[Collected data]

##########

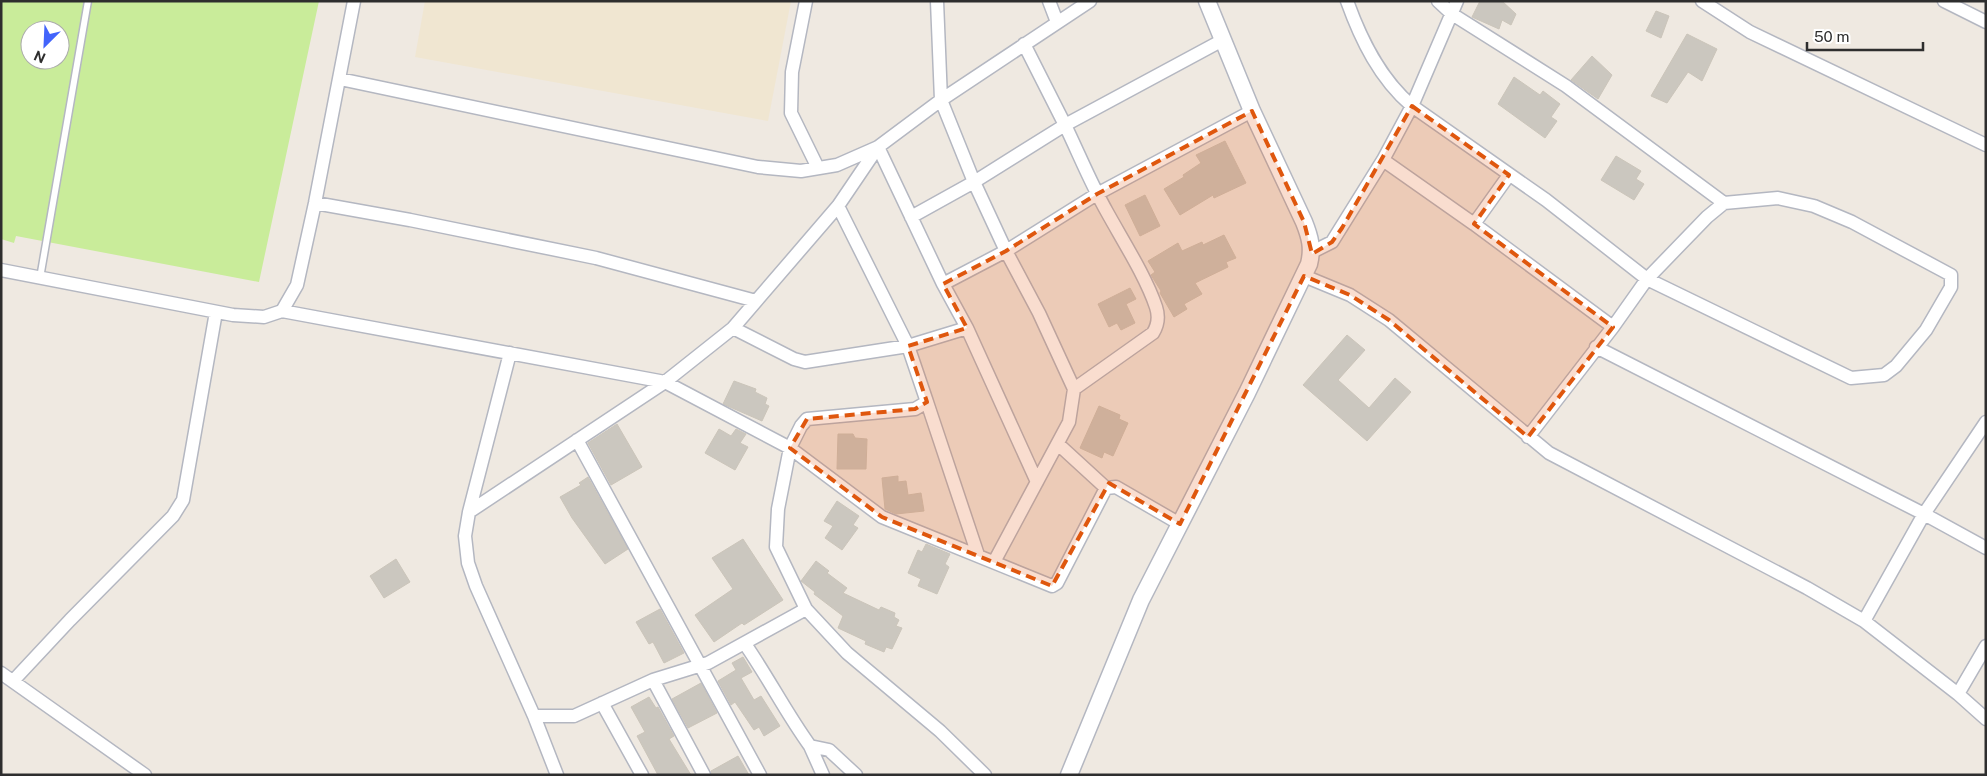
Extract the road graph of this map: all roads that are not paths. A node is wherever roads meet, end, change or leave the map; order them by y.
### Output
1 (88, 1) edge
2 (354, 1) edge
3 (806, 1) edge
4 (937, 1) edge
5 (1048, 1) edge
6 (1090, 1) edge
7 (1207, 1) edge
8 (1347, 1) edge
9 (1438, 1) edge
10 (1457, 1) edge
11 (1702, 1) edge
12 (1944, 1) edge
13 (1452, 14) junction
14 (1057, 22) junction
15 (1986, 22) edge
16 (1221, 40) junction
17 (1024, 44) junction
18 (340, 79) junction
19 (941, 100) junction
20 (1412, 106) junction
21 (1252, 111) junction
22 (1065, 125) junction
23 (1986, 145) edge
24 (878, 147) junction
25 (1383, 160) junction
26 (818, 168) junction
27 (1509, 175) junction
28 (974, 182) junction
29 (1097, 194) junction
30 (315, 203) junction
31 (1724, 203) junction
32 (838, 206) junction
33 (911, 217) junction
34 (1474, 224) junction
35 (1006, 251) junction
36 (1312, 252) junction
37 (1, 270) edge
38 (1304, 276) junction
39 (40, 278) junction
40 (1647, 279) junction
41 (943, 284) junction
42 (756, 301) junction
43 (282, 311) junction
44 (216, 312) junction
45 (1613, 327) junction
46 (733, 328) junction
47 (967, 328) junction
48 (908, 346) junction
49 (1596, 347) junction
50 (510, 353) junction
51 (665, 382) junction
52 (1074, 389) junction
53 (927, 402) junction
54 (1986, 422) edge
55 (1528, 437) junction
56 (577, 440) junction
57 (1058, 444) junction
58 (790, 448) junction
59 (1037, 482) junction
60 (1106, 488) junction
61 (469, 512) junction
62 (1924, 514) junction
63 (1180, 524) junction
64 (1986, 548) edge
65 (978, 555) junction
66 (994, 562) junction
67 (806, 610) junction
68 (1864, 621) junction
69 (744, 644) junction
70 (1986, 646) edge
71 (700, 665) junction
72 (1, 673) edge
73 (653, 680) junction
74 (13, 681) junction
75 (1958, 694) junction
76 (602, 703) junction
77 (534, 716) junction
78 (1986, 719) edge
79 (810, 746) junction
80 (145, 775) edge
81 (557, 775) edge
82 (642, 775) edge
83 (704, 775) edge
84 (760, 775) edge
85 (823, 775) edge
86 (856, 775) edge
87 (985, 775) edge
88 (1069, 775) edge

1 - 39 lane
2 - 18 street
3 - 26 street
4 - 19 street
5 - 14 street
6 - 14 street
7 - 16 street
8 - 20 street
9 - 13 street
10 - 13 street
11 - 23 street
12 - 15 street
13 - 20 street
13 - 31 street
14 - 17 street
16 - 21 street
16 - 22 street
17 - 19 street
17 - 22 street
18 - 26 street
18 - 30 street
19 - 24 street
19 - 28 street
20 - 25 street
20 - 27 street
21 - 29 street
21 - 36 street
22 - 28 street
22 - 29 street
24 - 26 street
24 - 32 street
24 - 33 street
25 - 34 street
25 - 36 street
27 - 34 street
27 - 40 street
28 - 33 street
28 - 35 street
29 - 35 street
29 - 52 street
30 - 42 street
30 - 43 street
31 - 40 street
31 - 40 street
32 - 42 street
32 - 48 street
33 - 41 street
34 - 45 street
35 - 41 street
35 - 52 street
36 - 38 street
37 - 39 street
38 - 55 street
38 - 63 street
39 - 44 street
40 - 45 street
41 - 47 street
42 - 46 street
43 - 44 street
43 - 50 street
44 - 74 street
45 - 49 street
46 - 48 street
46 - 51 street
47 - 48 street
47 - 59 street
48 - 53 street
49 - 55 street
49 - 62 street
50 - 51 street
50 - 61 street
51 - 56 street
51 - 58 street
52 - 57 street
53 - 58 street
53 - 65 street
54 - 62 street
55 - 68 street
56 - 61 street
56 - 71 street
57 - 59 street
57 - 60 street
58 - 65 street
58 - 67 street
59 - 66 street
60 - 63 street
60 - 66 street
61 - 77 street
62 - 64 street
62 - 68 street
63 - 88 street
65 - 66 street
67 - 69 street
67 - 87 street
68 - 75 street
69 - 71 street
69 - 79 street
70 - 75 street
71 - 73 street
71 - 84 street
72 - 74 street
73 - 76 street
73 - 83 street
74 - 80 street
75 - 78 street
76 - 77 street
76 - 82 street
77 - 81 street
79 - 85 street
79 - 86 street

##########

#### What you have to do
Copy each entry exactly as written. Pictures do not belong in the copy.

#### Answer to this task
Extract the road graph of this map: all roads that are not paths. A node is wherever roads meet, end, change or leave the map; order them by y.
### Output
1 (88, 1) edge
2 (354, 1) edge
3 (806, 1) edge
4 (937, 1) edge
5 (1048, 1) edge
6 (1090, 1) edge
7 (1207, 1) edge
8 (1347, 1) edge
9 (1438, 1) edge
10 (1457, 1) edge
11 (1702, 1) edge
12 (1944, 1) edge
13 (1452, 14) junction
14 (1057, 22) junction
15 (1986, 22) edge
16 (1221, 40) junction
17 (1024, 44) junction
18 (340, 79) junction
19 (941, 100) junction
20 (1412, 106) junction
21 (1252, 111) junction
22 (1065, 125) junction
23 (1986, 145) edge
24 (878, 147) junction
25 (1383, 160) junction
26 (818, 168) junction
27 (1509, 175) junction
28 (974, 182) junction
29 (1097, 194) junction
30 (315, 203) junction
31 (1724, 203) junction
32 (838, 206) junction
33 (911, 217) junction
34 (1474, 224) junction
35 (1006, 251) junction
36 (1312, 252) junction
37 (1, 270) edge
38 (1304, 276) junction
39 (40, 278) junction
40 (1647, 279) junction
41 (943, 284) junction
42 (756, 301) junction
43 (282, 311) junction
44 (216, 312) junction
45 (1613, 327) junction
46 (733, 328) junction
47 (967, 328) junction
48 (908, 346) junction
49 (1596, 347) junction
50 (510, 353) junction
51 (665, 382) junction
52 (1074, 389) junction
53 (927, 402) junction
54 (1986, 422) edge
55 (1528, 437) junction
56 (577, 440) junction
57 (1058, 444) junction
58 (790, 448) junction
59 (1037, 482) junction
60 (1106, 488) junction
61 (469, 512) junction
62 (1924, 514) junction
63 (1180, 524) junction
64 (1986, 548) edge
65 (978, 555) junction
66 (994, 562) junction
67 (806, 610) junction
68 (1864, 621) junction
69 (744, 644) junction
70 (1986, 646) edge
71 (700, 665) junction
72 (1, 673) edge
73 (653, 680) junction
74 (13, 681) junction
75 (1958, 694) junction
76 (602, 703) junction
77 (534, 716) junction
78 (1986, 719) edge
79 (810, 746) junction
80 (145, 775) edge
81 (557, 775) edge
82 (642, 775) edge
83 (704, 775) edge
84 (760, 775) edge
85 (823, 775) edge
86 (856, 775) edge
87 (985, 775) edge
88 (1069, 775) edge

1 - 39 lane
2 - 18 street
3 - 26 street
4 - 19 street
5 - 14 street
6 - 14 street
7 - 16 street
8 - 20 street
9 - 13 street
10 - 13 street
11 - 23 street
12 - 15 street
13 - 20 street
13 - 31 street
14 - 17 street
16 - 21 street
16 - 22 street
17 - 19 street
17 - 22 street
18 - 26 street
18 - 30 street
19 - 24 street
19 - 28 street
20 - 25 street
20 - 27 street
21 - 29 street
21 - 36 street
22 - 28 street
22 - 29 street
24 - 26 street
24 - 32 street
24 - 33 street
25 - 34 street
25 - 36 street
27 - 34 street
27 - 40 street
28 - 33 street
28 - 35 street
29 - 35 street
29 - 52 street
30 - 42 street
30 - 43 street
31 - 40 street
31 - 40 street
32 - 42 street
32 - 48 street
33 - 41 street
34 - 45 street
35 - 41 street
35 - 52 street
36 - 38 street
37 - 39 street
38 - 55 street
38 - 63 street
39 - 44 street
40 - 45 street
41 - 47 street
42 - 46 street
43 - 44 street
43 - 50 street
44 - 74 street
45 - 49 street
46 - 48 street
46 - 51 street
47 - 48 street
47 - 59 street
48 - 53 street
49 - 55 street
49 - 62 street
50 - 51 street
50 - 61 street
51 - 56 street
51 - 58 street
52 - 57 street
53 - 58 street
53 - 65 street
54 - 62 street
55 - 68 street
56 - 61 street
56 - 71 street
57 - 59 street
57 - 60 street
58 - 65 street
58 - 67 street
59 - 66 street
60 - 63 street
60 - 66 street
61 - 77 street
62 - 64 street
62 - 68 street
63 - 88 street
65 - 66 street
67 - 69 street
67 - 87 street
68 - 75 street
69 - 71 street
69 - 79 street
70 - 75 street
71 - 73 street
71 - 84 street
72 - 74 street
73 - 76 street
73 - 83 street
74 - 80 street
75 - 78 street
76 - 77 street
76 - 82 street
77 - 81 street
79 - 85 street
79 - 86 street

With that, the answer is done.